CD47 promotes RBC survival by preventing DC-mediated retention and macrophage-mediated phagocytosis of RBC in the spleen Open Access

• Transfer of Cd47^–/– RBCs to WT mice activates cDCs and promotes retention and macrophage-mediated phagocytosis of the RBCs in the spleen.

• Interaction of CD47 on circulating RBCs with SIRPα on cDCs promotes RBC survival by preventing their cDC-mediated retention in the spleen.
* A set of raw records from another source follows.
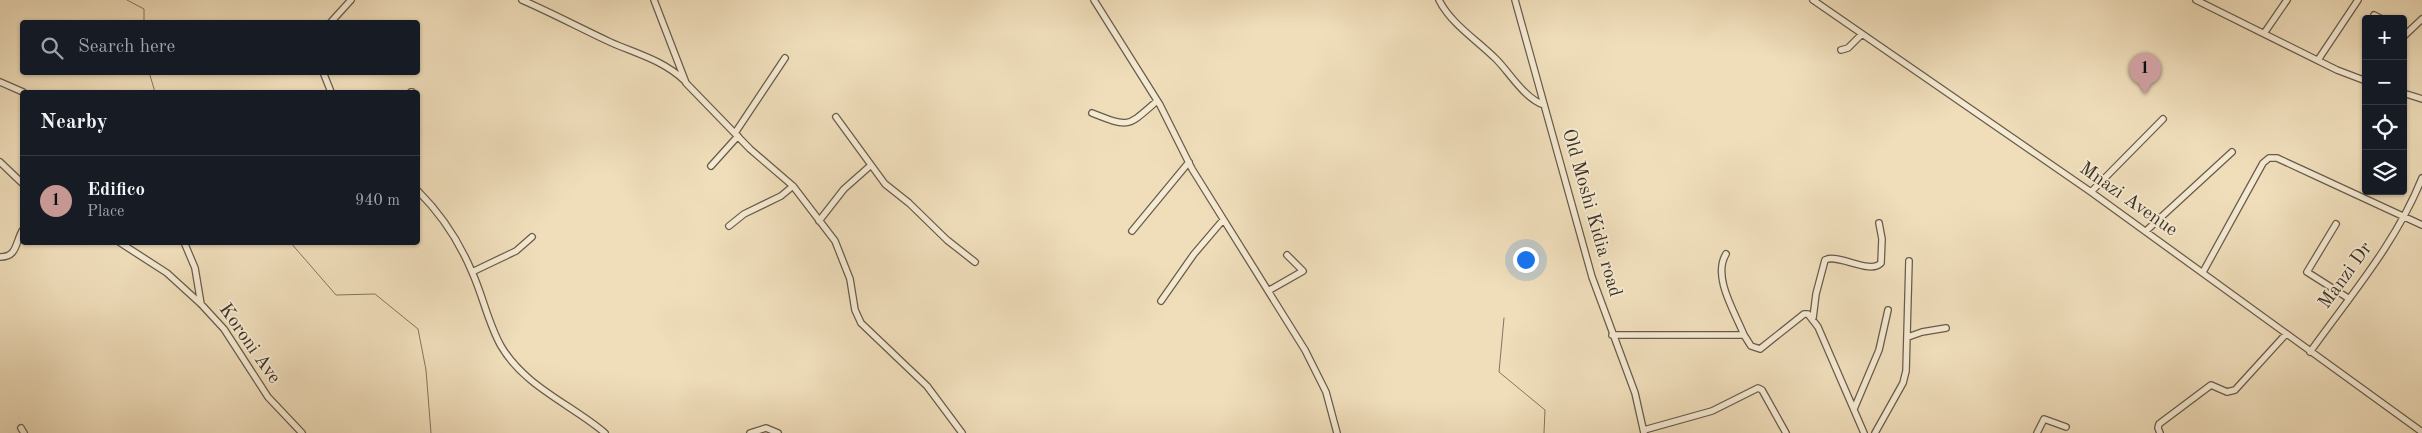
<!DOCTYPE html>
<meta charset="utf-8">
<style>
:root{--surface:#171b24;--page:#20242c;--text:#f1f3f6;--muted:#9ea1a6;--line:#363941;--accent:#c59692}
body{margin:0;font-family:"Old Standard TT",serif;background:var(--page);color:var(--text)}
.controls{position:absolute;right:15px;top:15px;display:grid;overflow:hidden;border-radius:5px;box-shadow:0 1px 4px #0004}
.controls button{width:45px;height:45px;display:grid;place-items:center;padding:0;border:0;border-bottom:1px solid var(--line);background:var(--surface);color:var(--text);font:25px sans-serif}
.you{position:absolute;left:1525px;top:259px;width:18px;height:18px;margin:-12px;border:4px solid #fff;border-radius:50%;background:#1a73e8;box-shadow:0 0 0 8px #1a73e833}
.badge{display:grid;place-items:center;width:32px;height:32px;border-radius:50%;background:var(--accent);color:#111;font-size:16px;font-weight:700}
.pin{position:absolute;translate:-50% -41px;filter:drop-shadow(0 1px 2px #0008)}
.pin::after{content:'';position:absolute;top:26px;width:18px;height:15px;background:inherit;clip-path:polygon(0 0,100% 0,50% 100%)}
.list{margin:0;padding:0;list-style:none}
h2{display:flex;justify-content:space-between;align-items:center;height:65px;margin:0;padding:0 20px;font-size:21px}
h2 small{font-size:16px;font-weight:400;color:var(--muted)}
.list li{display:grid;grid-template-columns:32px 1fr auto;gap:15px;align-items:center;box-sizing:border-box;height:90px;padding:0 20px;border-top:1px solid var(--line)}
.list b{display:block;font-size:19px;white-space:nowrap}
.list p{margin:0;font-size:16px;white-space:nowrap;color:var(--muted)}
.list em{font-size:16px;font-style:normal;color:var(--muted)}
.icon{flex:none;width:28px;height:28px;fill:none;stroke:currentColor;stroke-width:2;stroke-linecap:round;stroke-linejoin:round}
.map{position:relative;flex:none;width:2422px;height:433px;overflow:hidden}
.search{position:absolute;background:var(--surface);box-shadow:0 1px 4px #0004;left:20px;top:20px;width:400px;height:55px;display:flex;align-items:center;gap:12px;box-sizing:border-box;padding:0 18px;border-radius:5px;color:var(--muted);font-size:19px}
.panel{position:absolute;background:var(--surface);box-shadow:0 1px 4px #0004;left:20px;top:90px;width:400px;height:155px;border-radius:5px}
.map>svg:first-child{display:block}
</style>
<div class="map">
<svg width="2422" height="433" viewBox="0 0 2422 433">
<rect width="100%" height="100%" fill="#f0debb"/>
<filter id="stains"><feTurbulence type="fractalNoise" baseFrequency=".004" numOctaves="4"/><feColorMatrix values="0 0 0 0 .2 0 0 0 0 .09 0 0 0 0 .02 0 0 0 .5 -.17"/></filter>
<radialGradient id="worn" r=".72"><stop offset=".6" stop-color="#630" stop-opacity="0"/><stop offset="1" stop-color="#630" stop-opacity=".3"/></radialGradient>
<g fill="none" stroke-linecap="round" stroke-linejoin="round">
<path stroke="#827560" stroke-width="1" d="M 127,0 L 144,9 L 144,22
M 149,72 L 155,92
M 290,242 L 336,295 L 375,294 L 418,329 L 426,370 L 431,433
M 1504,318 L 1499,372 L 1545,410 L 1544,433"/>
<g stroke="#685c4a" stroke-width="8">
<path id="minor" d="M 522,0 C 552,13 580,28 610,42 C 637,54 663,60 685,81
M 654,0 L 686,83 L 750,149 L 793,186 L 835,241 L 850,279 L 855,310 L 861,323 L 927,386 L 962,433
M 1094,0 L 1160,105 L 1192,169 L 1305,350 L 1326,392 L 1337,433
M 1439,0 C 1451,24 1477,40 1496,59 C 1510,73 1524,98 1544,105
M 1515,0 L 1592,277 L 1635,393 L 1644,433
M 1813,0 L 2091,192 L 2422,432
M 2196,0 L 2337,70 L 2366,81
M 2374,15 L 2382,19
M 331,22 L 351,0
M 2265,32 L 2287,0
M 2403,37 L 2422,19
M 1841,50 L 1848,48 L 1862,34
M 2318,60 L 2358,0
M 323,72 L 331,92
M 0,82 L 23,92
M 411,92 L 412,92
M 2403,93 L 2422,99
M 1092,113 C 1130,128 1127,127 1157,101
M 836,117 L 885,184 L 909,203 L 947,240 L 975,262
M 735,133 L 785,58
M 0,162 L 22,183
M 711,166 L 738,136
M 418,191 C 442,215 459,241 472,272 C 483,296 488,323 501,346 C 525,387 571,404 605,433
M 2091,192 L 2163,119
M 819,221 L 844,189 L 870,166
M 2336,224 L 2307,272 L 2348,298
M 729,226 L 744,214 L 781,196 L 793,186
M 1132,231 L 1189,162
M 2146,231 L 2232,152
M 119,242 L 167,273 L 201,304 L 224,329 L 268,397 L 302,433
M 184,242 L 195,268 L 201,304
M 1726,254 C 1712,277 1735,312 1744,335
M 0,257 C 17,257 15,244 22,231
M 472,272 L 516,251 L 532,237
M 2203,272 L 2263,163 L 2269,158 L 2277,158 L 2316,176 L 2422,225
M 1268,291 L 1303,271 L 1287,255
M 1161,301 L 1194,254 L 1223,220
M 1813,318 L 1816,294 L 1825,260 C 1838,253 1870,275 1881,263 L 1882,239 L 1879,223
M 1612,335 L 1744,335 L 1751,346 L 1760,349 L 1804,314 L 1808,314 L 1818,327 L 1864,433
M 1908,337 L 1922,332 L 1946,328
M 2310,352 C 2350,296 2396,243 2422,178
M 1854,409 L 1879,350 L 1888,310
M 21,428 L 24,433
M 1644,430 L 1712,411 L 1758,388 L 1762,390 L 1786,433
M 750,433 L 766,428 L 778,433
M 1875,433 L 1903,383 L 1906,371 L 1909,261
M 2037,433 L 2044,419 L 2066,427
M 2160,433 L 2158,428 L 2159,424 L 2211,385 L 2227,392 L 2235,390 L 2286,334"/>
</g>
<use href="#minor" stroke="#f5ead3" stroke-width="5.5"/>
</g>
<g text-anchor="middle" dominant-baseline="central" stroke-width="4" stroke-linejoin="round" paint-order="stroke">
<g font-size="19" fill="#3b3124" stroke="#f5ead3">
<text transform="translate(2128 200) rotate(35)">Mnazi Avenue</text>
<text transform="translate(1591 213) rotate(74)">Old Moshi Kidia road</text>
<text transform="translate(2346 276) rotate(-54)">Manzi Dr</text>
<text transform="translate(249 344) rotate(55)">Koroni Ave</text>
</g>
</g>
<rect width="100%" height="100%" filter="url(#stains)"/>
<rect width="100%" height="100%" fill="url(#worn)"/>
</svg>
<div class="controls">
<button>+</button>
<button>−</button>
<button><svg class="icon" aria-label="locate" viewBox="0 0 24 24"><circle cx="12" cy="12" r="6"/><path d="M12 2v4M12 18v4M2 12h4M18 12h4"/></svg></button>
<button><svg class="icon" aria-label="layers" viewBox="0 0 24 24"><path d="M12 4l9 5-9 5-9-5zM3 14l9 5 9-5"/></svg></button>
</div>
<div class="you"></div>
<div class="pin badge" style="left:2145px;top:94px">1</div>
<div class="search"><svg class="icon" aria-label="search" viewBox="0 0 24 24"><circle cx="10" cy="10" r="6"/><path d="M15 15l6 6"/></svg>Search here</div>
<section class="panel">
<h2>Nearby<small></small></h2>
<ul class="list">
<li><span class="badge">1</span><div><b>Edifico</b><p>Place</p></div><em>940 m</em></li>
</ul>
</section>
</div>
The interaction of CD47 on red blood cells (RBCs) with SIRPα on macrophages prevents phagocytosis of RBCs by macrophages. The transfusion of CD47-deficient (Cd47^–/–) RBCs into wild-type (WT) mice indeed results in marked phagocytosis of these cells by splenic red pulp macrophages (RPMs) and their consequent rapid elimination from the recipients. We confirmed that transfusion of Cd47^–/– RBCs resulted in the activation of conventional dendritic cells (cDCs) in the spleen of WT recipient mice as previously reported. In addition, we here found that the clearance of the transferred Cd47^–/– RBCs was prevented by depletion of both cDCs and RPMs but only partially attenuated by that of RPMs alone. We also found that the transfusion of Cd47^–/– RBCs into WT recipients resulted in marked retention of the RBCs in the spleen before their phagocytosis by RPMs. Such retention was not affected by depletion of RPMs alone but was greatly attenuated by depletion of both cDCs and RPMs. SIRPα-expressing CD4⁺ cDC2s appeared to contribute to the retention and rapid clearance of transfused Cd47^–/– RBCs. Collectively, our findings indicate that the interaction of CD47 on RBCs with SIRPα on cDCs promotes the survival of circulating RBCs by preventing the cDC-dependent retention and RPM-mediated phagocytosis of these cells.